Mr. WHITNEY. I claim, Mr. Wolverton, that you are entitled to get that information from the exchange and can, and it will be given to you, but that all of the private affairs involved in the accounting reports of a member firm, I do not think is proper to be given publicity. There is a small distinction, perhaps.

Mr. WOLVERTON. It seems that way to me.

Mr. WHITNEY. But I refer to that same thing further on in my statement here with regard to corporations.

There are certain things, if divulged as to the affairs of the member firm, that might allow unfair knowledge to competitors, or of similar import, and I just do not see what is gained

Mr. WOLVERTO. Will you tell me why you have the examination made by your auditing group?

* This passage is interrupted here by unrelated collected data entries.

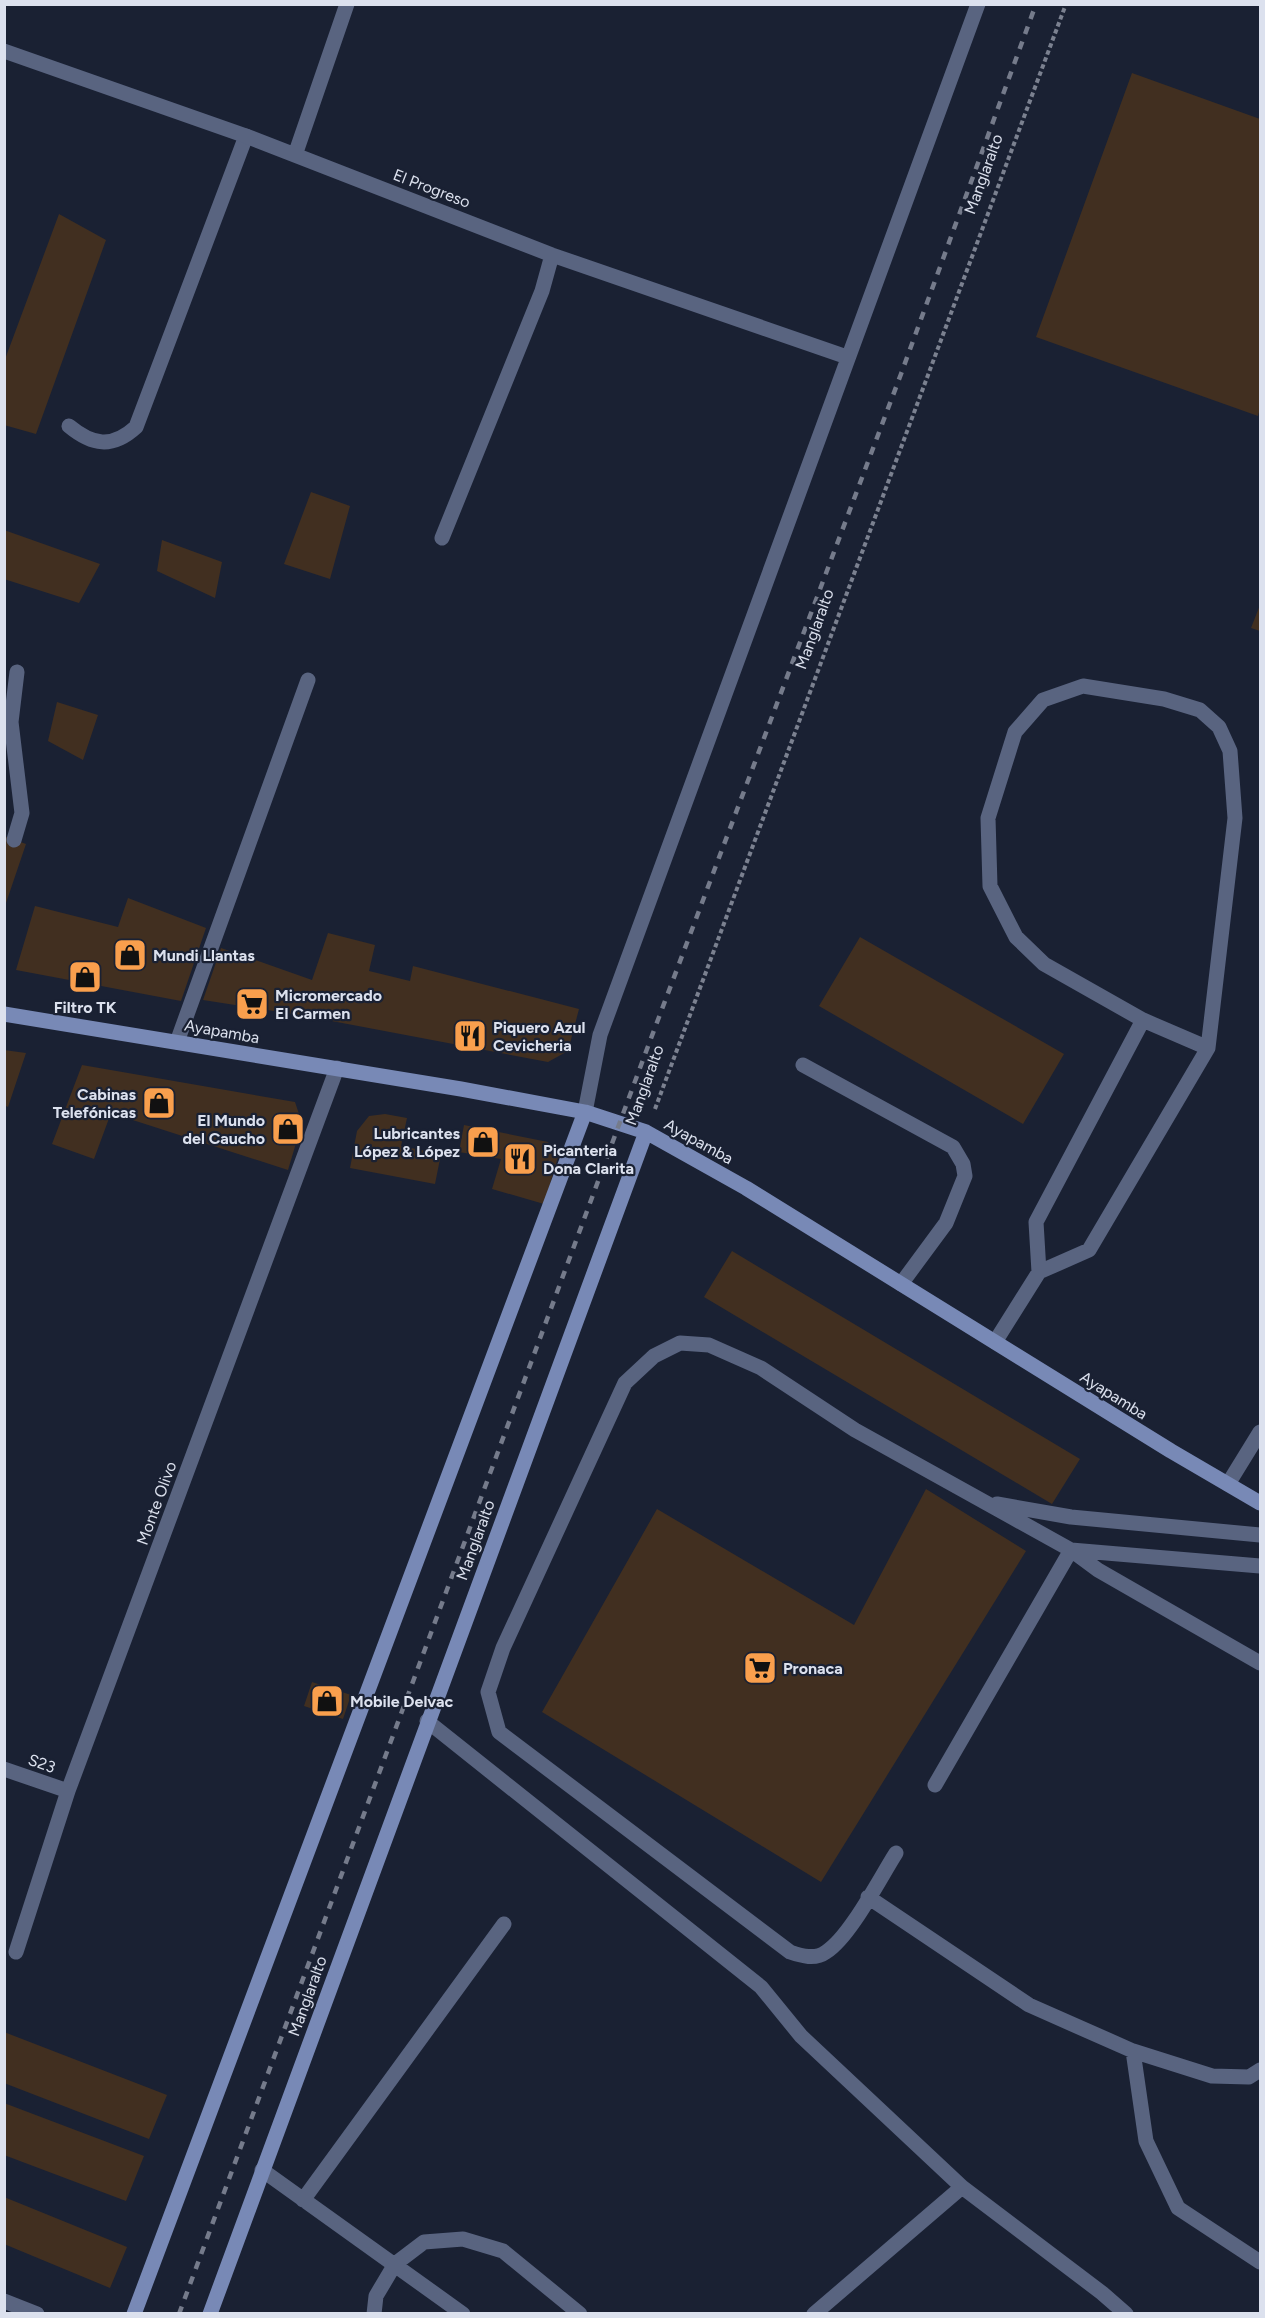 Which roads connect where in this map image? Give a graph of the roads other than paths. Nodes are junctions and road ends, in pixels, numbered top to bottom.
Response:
1 (347, 4) edge
2 (978, 4) edge
3 (4, 51) edge
4 (246, 136) junction
5 (295, 155) junction
6 (552, 255) junction
7 (847, 357) junction
8 (69, 426) dead end
9 (442, 538) dead end
10 (17, 672) dead end
11 (308, 680) dead end
12 (14, 840) dead end
13 (4, 1014) edge
14 (1143, 1020) junction
15 (177, 1042) junction
16 (1208, 1048) junction
17 (803, 1065) dead end
18 (337, 1068) junction
19 (585, 1112) junction
20 (646, 1132) junction
21 (1039, 1272) junction
22 (901, 1284) junction
23 (995, 1342) junction
24 (1260, 1432) edge
25 (1228, 1484) junction
26 (985, 1502) junction
27 (1260, 1503) edge
28 (1260, 1535) edge
29 (1071, 1550) junction
30 (1260, 1566) edge
31 (1260, 1663) edge
32 (427, 1721) junction
33 (4, 1768) edge
34 (935, 1785) dead end
35 (68, 1791) junction
36 (896, 1852) dead end
37 (868, 1897) junction
38 (504, 1924) dead end
39 (16, 1952) dead end
40 (1133, 2051) junction
41 (1260, 2070) edge
42 (262, 2170) junction
43 (962, 2187) junction
44 (303, 2200) junction
45 (1260, 2262) edge
46 (395, 2264) junction
47 (4, 2301) edge
48 (37, 2313) edge
49 (134, 2313) edge
50 (210, 2313) edge
51 (374, 2313) edge
52 (463, 2313) edge
53 (580, 2313) edge
54 (814, 2313) edge
55 (1126, 2313) edge

1 - 5 street
2 - 7 street
3 - 4 street, El Progreso
4 - 5 street, El Progreso
4 - 8 street
5 - 6 street, El Progreso
6 - 7 street, El Progreso
6 - 9 street
7 - 19 street
10 - 12 street
11 - 15 street
13 - 15 main road, Ayapamba
14 - 16 street
14 - 16 street
14 - 21 street
15 - 18 main road, Ayapamba
16 - 21 street
17 - 22 street
18 - 19 main road, Ayapamba
18 - 35 street, Monte Olivo
19 - 20 main road, Ayapamba
19 - 49 main road
20 - 22 main road, Ayapamba
20 - 32 main road, Manglaralto
21 - 23 street
22 - 23 main road, Ayapamba
23 - 25 main road, Ayapamba
24 - 25 street
25 - 27 main road, Ayapamba
26 - 28 street
26 - 29 street
26 - 37 street
29 - 30 street
29 - 31 street
29 - 34 street
32 - 42 main road, Manglaralto
32 - 43 street
33 - 35 street, S23
35 - 39 street, Monte Olivo
36 - 37 street
37 - 40 street
38 - 44 street
40 - 41 street
40 - 45 street
42 - 44 street
42 - 50 main road, Manglaralto
43 - 54 street
43 - 55 street
44 - 46 street
46 - 51 street
46 - 52 street
46 - 53 street
47 - 48 street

Mr. WHITNEY. For the very reason you state, for the protection of the public which deals with those firms.

Mr. WOLVERTON. But the public does not know anything about it unless an individual inquires, and as you say, they may or may not receive the information.

Mr. WHITNEY. Except in those very few instances.

Mr. WOLVERTON. And, if I, as an outsider, who never traded with a particular brokerage house, made the inquiry, I would be refused the information, would I not?

Mr. WHITNEY. I beg your pardon. I did not get that.

Mr. WOLVERTON. I say, if I had never traded with a particular house with which I contemplated trading with, and made the inquiry I am now speaking of, it would not be given?

Mr. WHITNEY. To the New York Stock Exchange, if you made the inquiry of the New York Stock Exchange?

Mr. WOLVERTON. What information would be given; what would be the nature of it?

Mr. WHITNEY. That the particular person or firm asked about was in good standing and met the requirements of the business conduct committee.

Mr. WOLVERTON. Yes. But that would be the opinion of that particular committee.

Mr. WHITNEY. No, sir; it would be a fact.

Mr. WOLVERTON. Well, then, how do you account for the fact that so many have failed?

Mr. WHITNEY. I do not grant that so many have failed.

Mr. WOLVERTON. I was rather inclined to believe that they had. Mr. WHITNEY. No, sir.

Mr. WOLVERTON. In other words, no member of the stock exchange has failed?

Mr. WHITNEY. No, sir; I did not say that. I said "so many", and I would like to present our record as to failures as against that of the national banks and State banks.

Mr. WOLVERTON. Then, the examination that you conduct promotes a greater stability than that which is now provided for national banks and State banks; is that the idea?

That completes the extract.